Si me pongo a calcular cuanta gente he perdonado a lo largo de mi vida y aun con mi buena memoria, sé que perdería la cuenta. Hice las paces con más de una amiga de infancia, con más de un amor y con más familiares de los que debí, pero eso de hacer las paces conmigo, JA! Eso suena a caminar en campo minado.

Hay partes de mi con las que siempre he estado en guerra, cosas que he deseado cambiar; otras que no acepto ni que me golpeen en la cara, pero es a mis casi 36 que entiendo que es momento, de hacer las paces conmigo.

Necesito hacer las paces con mi pasado, entender que si bien es cierto que es muy parte de mi e influye mucho en quien soy, no determina lo que soy, entender cada dolor del pasado como una lección y comprender finalmente, que no fue mi culpa, que yo hice mi parte, que todas mis deudas están saldadas.
Quiero estar en paz con mi cuerpo, con lo que veo en el espejo justamente como estoy ahora, dejar de culparme por no haber venido diseñada físicamente como “se supone” y dejar de verme con los ojos de otros.

Quiero hacer las paces con mis demonios, invitarles un café, conocerlos y convencerlos de que esta cabeza es nuestra y no solo de ellos.
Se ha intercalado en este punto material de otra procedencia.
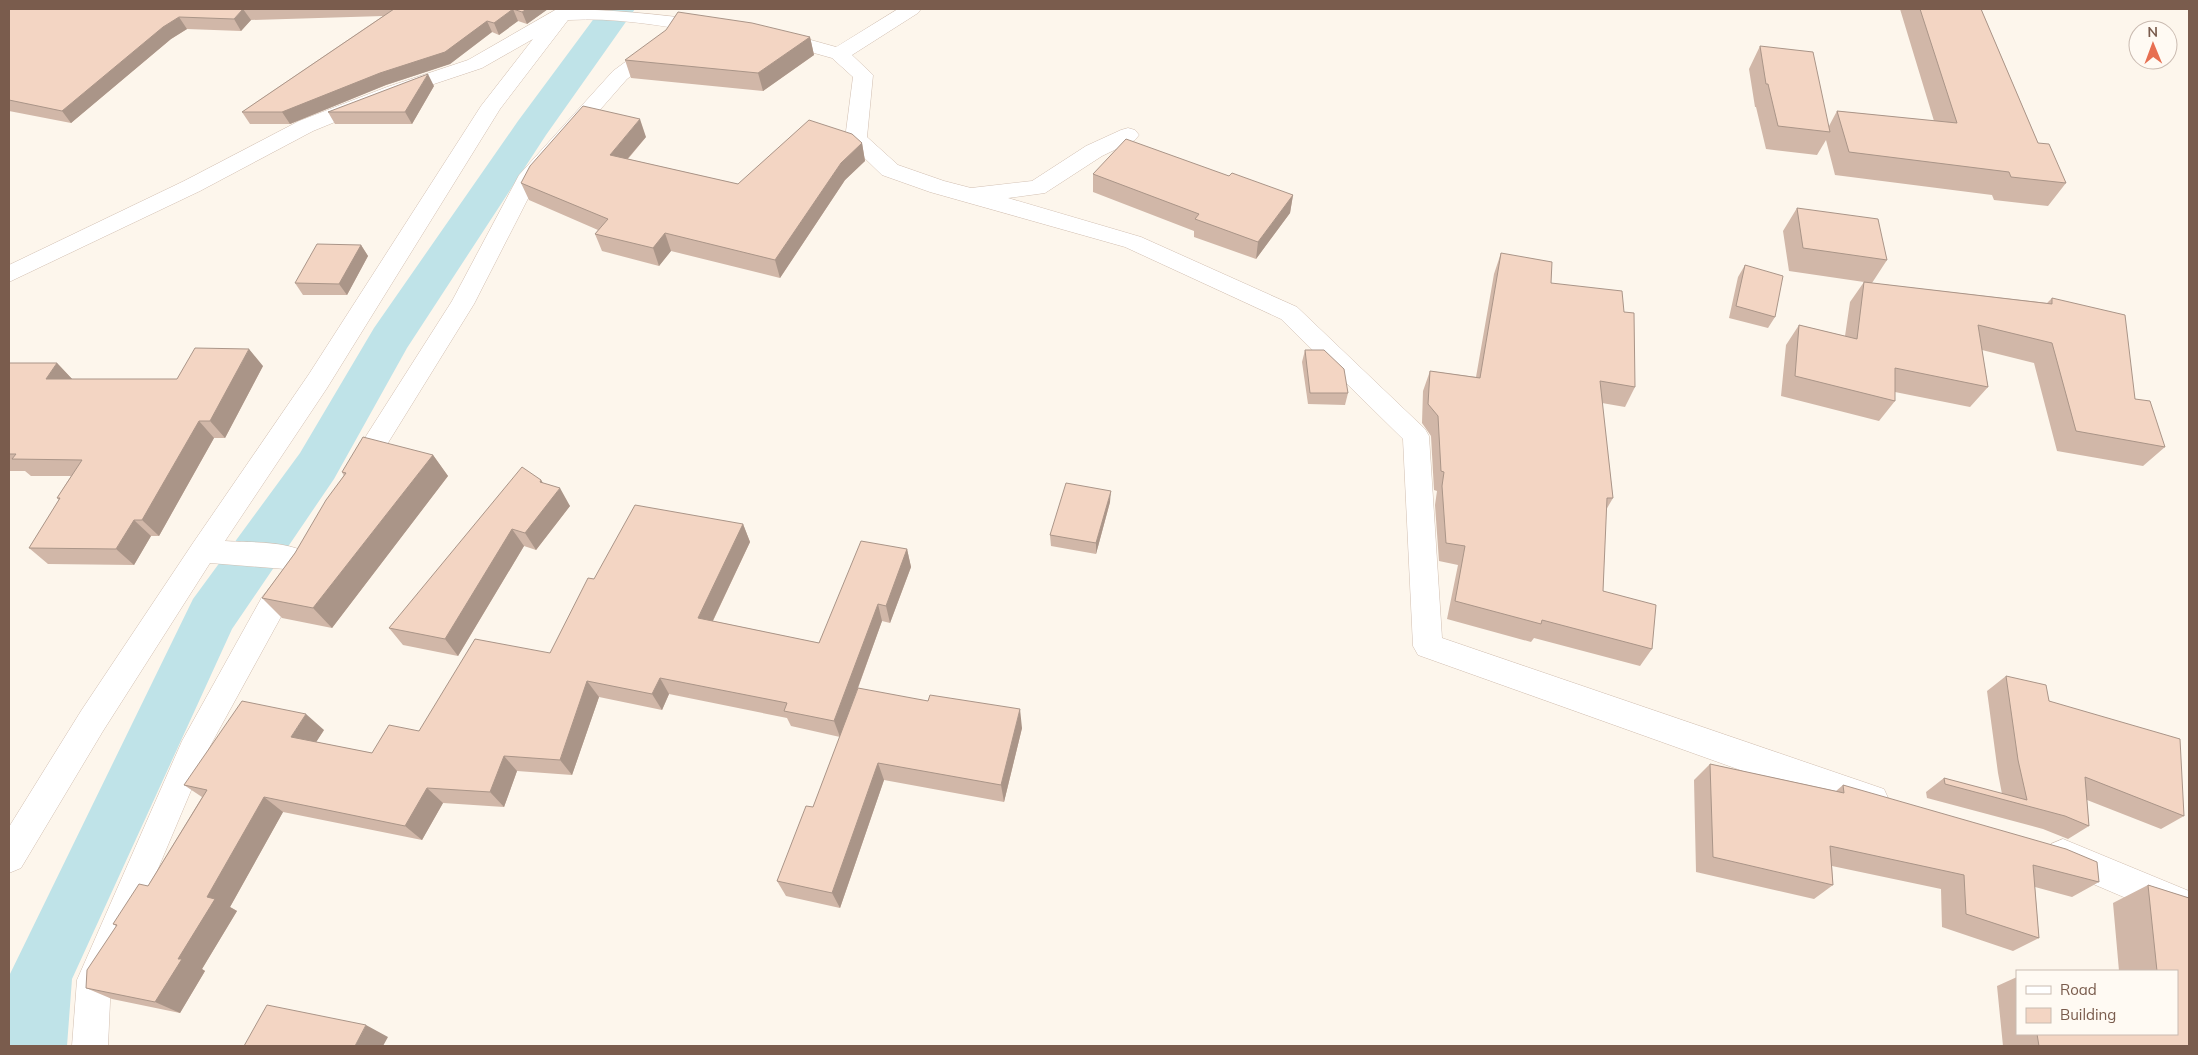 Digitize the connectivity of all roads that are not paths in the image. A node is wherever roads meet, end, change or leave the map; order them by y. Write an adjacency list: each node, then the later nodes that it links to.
1 (532, 9): 3 (street)
2 (911, 9): 7 (street)
3 (572, 12): 4 (street); 10 (street); 12 (street)
4 (675, 23): 5 (street); 11 (street)
5 (722, 29)
6 (759, 34): 7 (street)
7 (839, 54): 9 (street)
8 (1128, 135): 9 (street)
9 (971, 195): 13 (street)
10 (9, 274)
11 (343, 495)
12 (202, 550): 15 (street); 17 (street)
13 (1901, 807)
14 (2043, 847): 16 (street)
15 (9, 857)
16 (2189, 908)
17 (90, 1046) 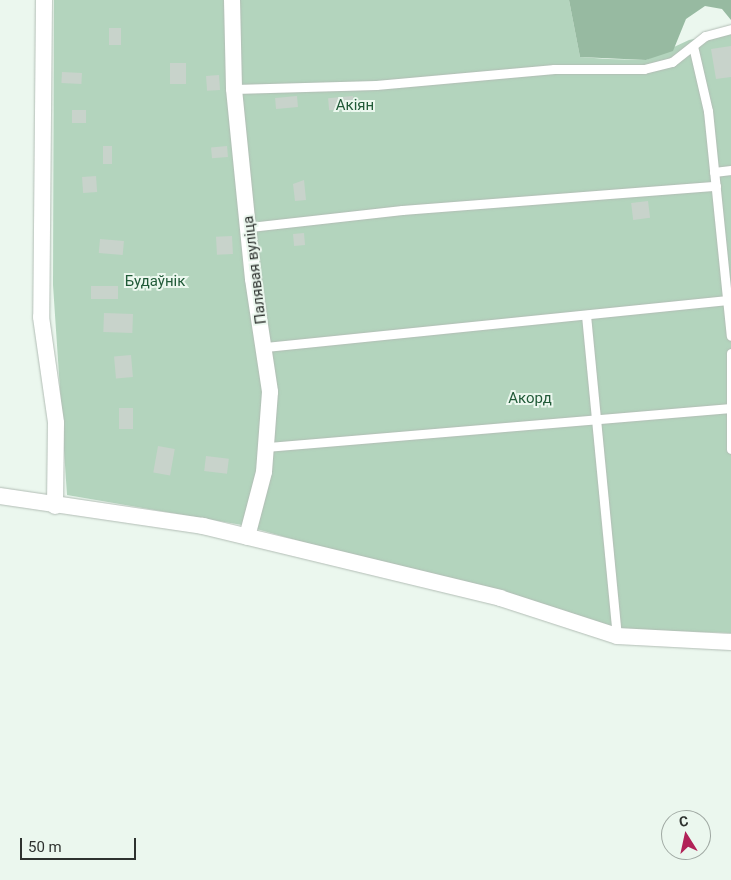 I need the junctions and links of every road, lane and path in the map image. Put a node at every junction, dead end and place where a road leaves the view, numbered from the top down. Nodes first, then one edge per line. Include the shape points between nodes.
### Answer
1 (44, 0) edge
2 (232, 0) edge
3 (731, 29) edge
4 (693, 46) junction
5 (234, 89) junction
6 (731, 170) edge
7 (714, 172) junction
8 (716, 186) junction
9 (250, 227) junction
10 (729, 301) edge
11 (586, 315) junction
12 (731, 336) edge
13 (265, 347) junction
14 (731, 353) edge
15 (729, 408) junction
16 (598, 420) junction
17 (267, 447) junction
18 (731, 449) edge
19 (0, 496) edge
20 (55, 506) junction
21 (247, 537) junction
22 (617, 636) junction
23 (731, 642) edge

1 - 20 street via 40,317 56,423
2 - 5 street, Палявая вуліца
3 - 4 lane via 705,36
4 - 5 lane via 672,62 617,72 554,69 376,85
4 - 7 lane via 708,111
5 - 9 street, Палявая вуліца
6 - 7 lane
7 - 8 lane
8 - 9 lane via 402,210
8 - 10 lane
9 - 13 street, Палявая вуліца
10 - 11 lane
10 - 12 lane
11 - 13 lane
11 - 16 lane
13 - 17 street, Палявая вуліца via 270,392
14 - 15 lane
15 - 16 lane
15 - 18 lane
16 - 17 lane
16 - 22 lane
17 - 21 street, Палявая вуліца
19 - 20 street
20 - 21 street via 177,522
21 - 22 street via 500,598
22 - 23 street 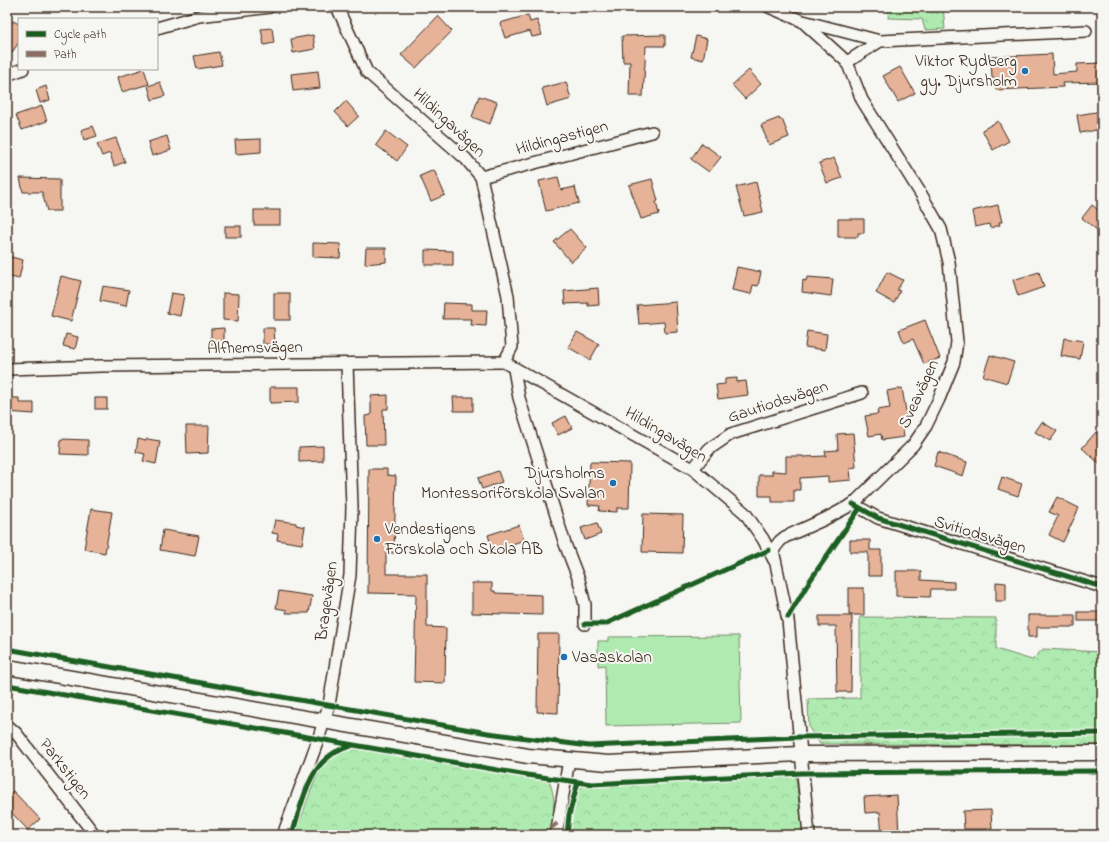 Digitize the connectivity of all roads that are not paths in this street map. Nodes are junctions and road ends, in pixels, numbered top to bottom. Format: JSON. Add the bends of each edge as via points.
{"nodes":[{"id":1,"x":270,"y":7,"type":"edge"},
{"id":2,"x":338,"y":7,"type":"edge"},
{"id":3,"x":769,"y":7,"type":"edge"},
{"id":4,"x":802,"y":21,"type":"junction"},
{"id":5,"x":158,"y":28,"type":"edge"},
{"id":6,"x":1086,"y":31,"type":"dead end"},
{"id":7,"x":880,"y":41,"type":"junction"},
{"id":8,"x":846,"y":62,"type":"junction"},
{"id":9,"x":21,"y":70,"type":"edge"},
{"id":10,"x":7,"y":75,"type":"edge"},
{"id":11,"x":652,"y":132,"type":"dead end"},
{"id":12,"x":481,"y":177,"type":"junction"},
{"id":13,"x":504,"y":362,"type":"junction"},
{"id":14,"x":347,"y":364,"type":"junction"},
{"id":15,"x":514,"y":369,"type":"junction"},
{"id":16,"x":7,"y":370,"type":"edge"},
{"id":17,"x":862,"y":393,"type":"dead end"},
{"id":18,"x":693,"y":469,"type":"junction"},
{"id":19,"x":853,"y":504,"type":"junction"},
{"id":20,"x":774,"y":560,"type":"junction"},
{"id":21,"x":1102,"y":587,"type":"edge"},
{"id":22,"x":585,"y":624,"type":"dead end"},
{"id":23,"x":7,"y":667,"type":"edge"},
{"id":24,"x":325,"y":721,"type":"junction"},
{"id":25,"x":7,"y":725,"type":"edge"},
{"id":26,"x":1102,"y":753,"type":"edge"},
{"id":27,"x":800,"y":754,"type":"junction"},
{"id":28,"x":569,"y":760,"type":"junction"},
{"id":29,"x":95,"y":835,"type":"edge"},
{"id":30,"x":283,"y":835,"type":"edge"},
{"id":31,"x":556,"y":835,"type":"edge"},
{"id":32,"x":809,"y":835,"type":"edge"}],
"edges":[{"from":1,"to":5,"type":"street","via":[[199,16]]},
{"from":2,"to":12,"type":"street","name":"Hildingavägen","via":[[367,72],[466,159]]},
{"from":3,"to":4,"type":"street","name":"Sveavägen"},
{"from":4,"to":7,"type":"street"},
{"from":4,"to":8,"type":"street","name":"Sveavägen"},
{"from":6,"to":7,"type":"street"},
{"from":7,"to":8,"type":"street"},
{"from":8,"to":19,"type":"street","name":"Sveavägen","via":[[862,100],[941,229],[949,262],[957,342],[954,362],[926,426],[913,445]]},
{"from":9,"to":10,"type":"street"},
{"from":11,"to":12,"type":"street","name":"Hildingastigen"},
{"from":12,"to":13,"type":"street","name":"Hildingavägen","via":[[508,296],[512,347]]},
{"from":13,"to":14,"type":"street","name":"Alfhemsvägen"},
{"from":13,"to":15,"type":"street","name":"Hildingavägen"},
{"from":14,"to":16,"type":"street","name":"Alfhemsvägen","via":[[101,366]]},
{"from":14,"to":24,"type":"street","name":"Bragevägen","via":[[352,507],[350,575]]},
{"from":15,"to":18,"type":"street","name":"Hildingavägen"},
{"from":15,"to":22,"type":"street","via":[[519,398],[565,544],[579,580],[585,605]]},
{"from":17,"to":18,"type":"street","name":"Gautiodsvägen","via":[[731,434],[709,449]]},
{"from":18,"to":20,"type":"street","name":"Hildingavägen","via":[[745,513]]},
{"from":19,"to":20,"type":"street","name":"Sveavägen","via":[[780,541],[773,550]]},
{"from":19,"to":21,"type":"street","name":"Svitiodsvägen","via":[[878,518]]},
{"from":20,"to":27,"type":"street","name":"Sveavägen","via":[[788,620]]},
{"from":23,"to":24,"type":"street"},
{"from":24,"to":28,"type":"street","via":[[528,756]]},
{"from":24,"to":30,"type":"street","name":"Bragevägen"},
{"from":25,"to":29,"type":"street","name":"Parkstigen","via":[[16,733]]},
{"from":26,"to":27,"type":"street"},
{"from":27,"to":28,"type":"street","via":[[608,763]]},
{"from":27,"to":32,"type":"street","name":"Sveavägen"},
{"from":28,"to":31,"type":"street"}]}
A mis tristezas quiero invitarlas a la playa, que se bronceen un poco y se tomen una piña colada, por eso que dicen de que en el mar la vida es más sabrosa.

Quiero hacer las paces conmigo, con los gritos de mis silencios, con el control remoto del televisor que destrocé en alguna pared; con los sueños que no se me cumplieron, quiero hacer las paces con mis miedos y aprender a vivir con y a pesar de ellos.


A mis temores quiero exponerlos y rogarles que me dejen, pues son ellos los que por tantos años han estancado todo lo que he podido ser. Pero de todo esto la única culpable soy yo, por saberlo todo y aun así seguir en el mismo lugar, por vivir tranquilamente colando café y fumando en mi zona de confort.

Realmente quiero hacer las paces, pero a veces también me gustaría mandarme a la mierda y ver si de allá, regreso renovada.